I do think that HQ is a more advanced system than RQ (simpler, faster, more flexible) but I also think that old RQ got some things about Glorantha right. Bladesharp 4 is really less than Crush 4. The armoring magic of the wicked soulless sorcerers might be about as effective as that of the noble praxians, but it feels different because it works different, not just because the GM will give different descriptions of identical mechanics.

Secondly -and this is why I used the Alkoth example- I don't think all Gloranthan magic should be equally powerful. There have been another thread concerning misapplied worship... Well, as far as I understand how Glorantha works, misapplied worship is intrinsically weaker than correctly applied worship. And as far as I understand it, deities of -for instance- violence, aren't necessarily balanced. If you want to get your bureacracy on (to run your empire) Lankor Mhy doesn't have a thing on Buserian. And if you're a follower of Natha or Orlanth adventurous, you should be seriously out of your depth if you go up in a straight fight against someone who follows Babeester or Humakt, not to speak about Shargash. –Assuming of course, that you have the same number of masteries. (Of course, there are compensations. You have lots more flexibility. And as you're neither psychotic nor pathologically morbid, civilians will have more varied reactions to you than stuttering terror, and GM will allow you to have social skills and casual friendships and stuff.)

>I honestly don't think HeroQuest has any problems at all with game
  balance. Since everything is based on very wooly ideas backed up with   hard and fast numbers, it balances itself out quite nicely.

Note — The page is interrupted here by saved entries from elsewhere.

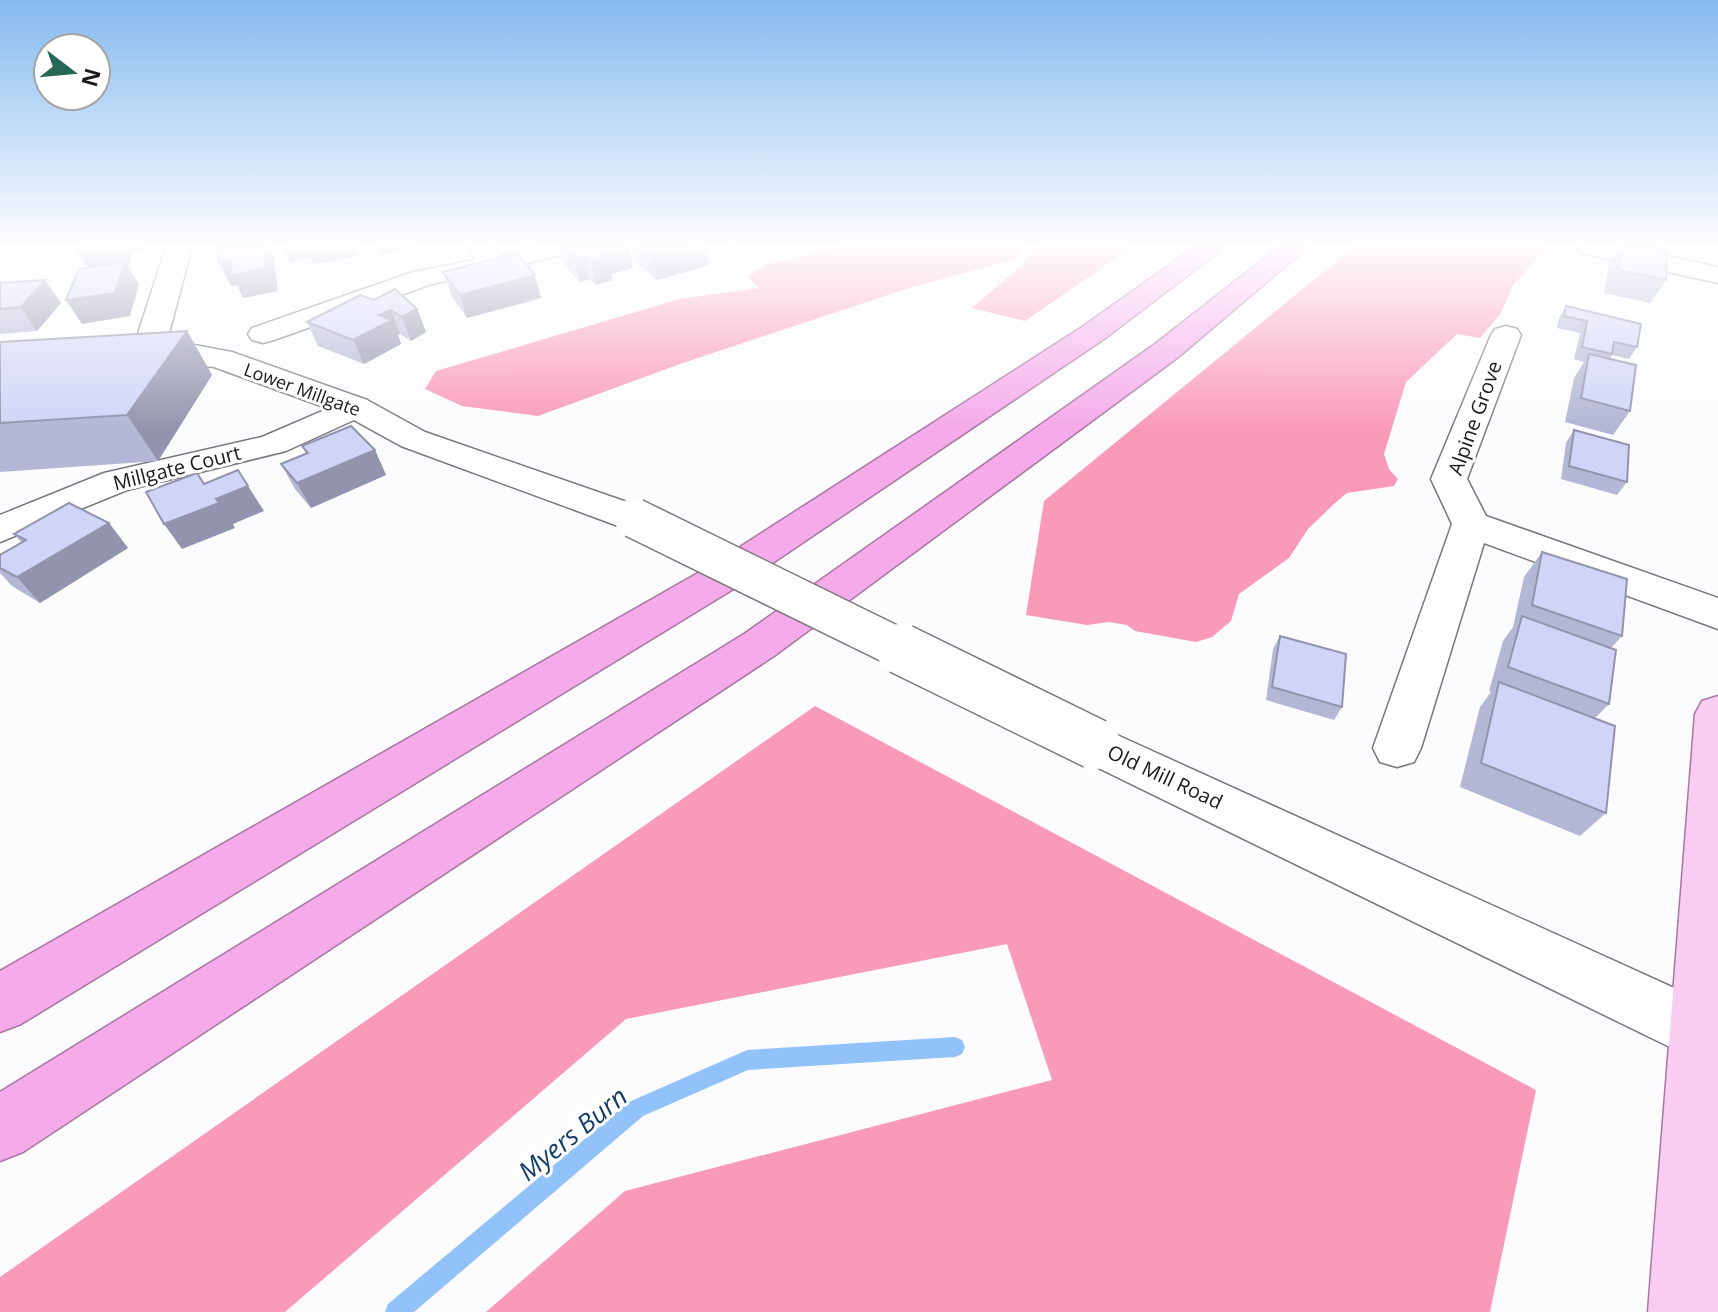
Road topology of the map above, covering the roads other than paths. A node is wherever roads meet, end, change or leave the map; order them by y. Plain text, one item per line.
1 (152, 308) edge
2 (337, 308) edge
3 (1127, 308) edge
4 (1219, 308) edge
5 (263, 334) dead end
6 (1506, 335) dead end
7 (355, 407) junction
8 (634, 518) joint
9 (1471, 524) junction
10 (0, 529) edge
11 (1718, 614) edge
12 (1718, 714) edge
13 (1397, 748) dead end
14 (0, 1003) edge
15 (1699, 1030) junction
16 (0, 1129) edge
17 (1684, 1312) edge

1 - 7 street, Lower Millgate
2 - 5 street
3 - 14 highway
4 - 16 highway
6 - 9 street, Alpine Grove
7 - 8 street, Lower Millgate
7 - 10 street, Millgate Court
8 - 15 street, Old Mill Road, bridge
9 - 11 street
9 - 13 street
12 - 15 main road
15 - 17 main road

Well. If all magic works identically, and all it ever does is augment, then yes, absolutely. Everything is perfectly balanced. But if you allow "Fiery Aura 16W" to automatically attack everyone within its radius with magical fire (which can only be resisted by anti-magical-fire magic) every round, doesn't lose action points by being merely resisted, and also reduce disadvantage of fighting against several opponents in the same way as a follower would, then game balance becomes an issue.
Magic will do whatever the GM allows it to do. And (game balance aside) what I just described sounds about reasonable to me. Hey, come to think of it, everyone who fails to resist the fire should be distracted and blinded as well, and get a -4 penalty to their target numbers.

So, after this over-the-top example, I ask again: how game-unbalanced should special magic be allowed to be?
What kinds of effects are reasonable when you go beyond straight augmenting?

Simons answers seems to be: "Not at all." and "Don't." Any other takers?